Artificial genes are a no less promising area of research. An artificial foreign gene "implanted" into a cell imposes new information on it. Ultimately this cell gives birth to a plant with preassigned characteristics. We in this country have evolved a hardy plant resistant to antibiotics by inserting the gene of an appropriate microorganism.
This pattern of cloning has been designed for key farm crops: protoplast -> cell culture -> integral plant. The liposomal techniques of inserting foreign genetic material into protoplasts are now being customized. Another area involves the DNAs of bacterial and viral plasmids, as well as the native extrachromosomal DNA of plants, for imparting hereditary information and breeding hardy strains resistant to diseases and not dependent overmuch on the soil composition and level of moisture. Self-fertilizing plants look like a great idea. Contemporary farming is inconceivable without a proper supply of nitrogen fertilizer. To produce it mankind is expending more than 1.5 percent of the available energy and unrenewable fuel supplies like oil. The utilization efficiency of nitrogen fertilizer is 50 percent at best. That is to say, of the 50 mln tons of nitrogen fertilizer produced in the world as much as 24 mln tons decomposes in top soil into noxious oxides that poison the environment. But the biological fixation of nitrogen is fueled by the energy of the sun; fixed by bacteria, such nitrogen is assimilated fully. On cultivated lands biological nitrogen is provided by nodule bacteria, or rhizobia, and blue-green algae. So the problem confronting biochemists: look into the genetics of nitrogen fixing nodule bacteria and master the molecular-genetic mechanism of nitrogen fixation.
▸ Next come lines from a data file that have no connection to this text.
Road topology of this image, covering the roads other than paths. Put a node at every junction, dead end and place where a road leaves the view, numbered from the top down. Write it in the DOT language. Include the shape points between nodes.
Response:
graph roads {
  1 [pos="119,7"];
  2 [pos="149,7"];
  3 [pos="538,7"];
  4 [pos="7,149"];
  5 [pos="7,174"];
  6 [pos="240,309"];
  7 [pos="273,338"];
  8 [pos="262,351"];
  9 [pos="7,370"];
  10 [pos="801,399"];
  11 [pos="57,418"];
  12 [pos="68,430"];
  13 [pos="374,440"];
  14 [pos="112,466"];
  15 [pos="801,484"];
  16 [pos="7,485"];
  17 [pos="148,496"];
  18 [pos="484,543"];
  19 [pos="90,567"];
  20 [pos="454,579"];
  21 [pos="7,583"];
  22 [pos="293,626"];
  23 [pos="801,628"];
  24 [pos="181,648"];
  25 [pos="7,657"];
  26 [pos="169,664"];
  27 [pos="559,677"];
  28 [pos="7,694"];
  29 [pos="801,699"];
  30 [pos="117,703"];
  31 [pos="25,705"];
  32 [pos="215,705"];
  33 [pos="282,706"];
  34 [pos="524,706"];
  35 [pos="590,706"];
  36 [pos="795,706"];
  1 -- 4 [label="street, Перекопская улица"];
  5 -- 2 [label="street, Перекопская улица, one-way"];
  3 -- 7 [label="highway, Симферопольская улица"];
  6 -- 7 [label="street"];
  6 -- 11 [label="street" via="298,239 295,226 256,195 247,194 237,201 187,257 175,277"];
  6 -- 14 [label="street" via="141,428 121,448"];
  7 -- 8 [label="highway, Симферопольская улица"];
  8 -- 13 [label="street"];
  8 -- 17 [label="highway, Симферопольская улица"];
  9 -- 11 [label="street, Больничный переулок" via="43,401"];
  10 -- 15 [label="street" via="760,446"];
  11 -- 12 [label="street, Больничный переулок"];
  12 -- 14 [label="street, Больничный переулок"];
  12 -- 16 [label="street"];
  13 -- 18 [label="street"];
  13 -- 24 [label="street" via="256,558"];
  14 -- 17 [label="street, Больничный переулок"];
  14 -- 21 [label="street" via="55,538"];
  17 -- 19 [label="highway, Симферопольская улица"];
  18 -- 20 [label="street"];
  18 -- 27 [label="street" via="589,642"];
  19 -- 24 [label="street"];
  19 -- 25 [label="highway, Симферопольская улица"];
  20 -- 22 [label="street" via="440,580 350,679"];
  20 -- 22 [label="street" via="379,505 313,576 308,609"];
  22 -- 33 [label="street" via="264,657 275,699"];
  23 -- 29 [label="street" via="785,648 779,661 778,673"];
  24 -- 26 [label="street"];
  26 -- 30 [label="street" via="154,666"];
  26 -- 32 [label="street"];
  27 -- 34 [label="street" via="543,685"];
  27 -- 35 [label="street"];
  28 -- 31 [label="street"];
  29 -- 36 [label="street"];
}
This is not to mean that gene engineering and new biotechnologies are a nostrum, a cure-all remedy destined to supplant conventional methods. However, new molecular- biological approaches can be applied with much success for improving the protein composition, for protection against diseases and environmental pollution. That's an obvious fact today. It's often hard to predict important spin-offs from basic research and their unexpected practical uses.
Needless to say, gene control skills are an awesome responsibility and a risk factor. But on the other hand, we had better acquire such skills rather than let genes control us. Certain safeguards are a must. We must be ready to counter all possible risks and hazards. The Committee on Genetic Experimenting is closely involved with the work of elaborating standard rules and safeguards for genetic engineering. Here in the Soviet Union bioengineering research proceeds in full conformity with the international safety standards for recombinant DNAs. Conservative caution and a high sense of responsibility are always best: now, in the nuclear age, and in the forthcoming genetic age too.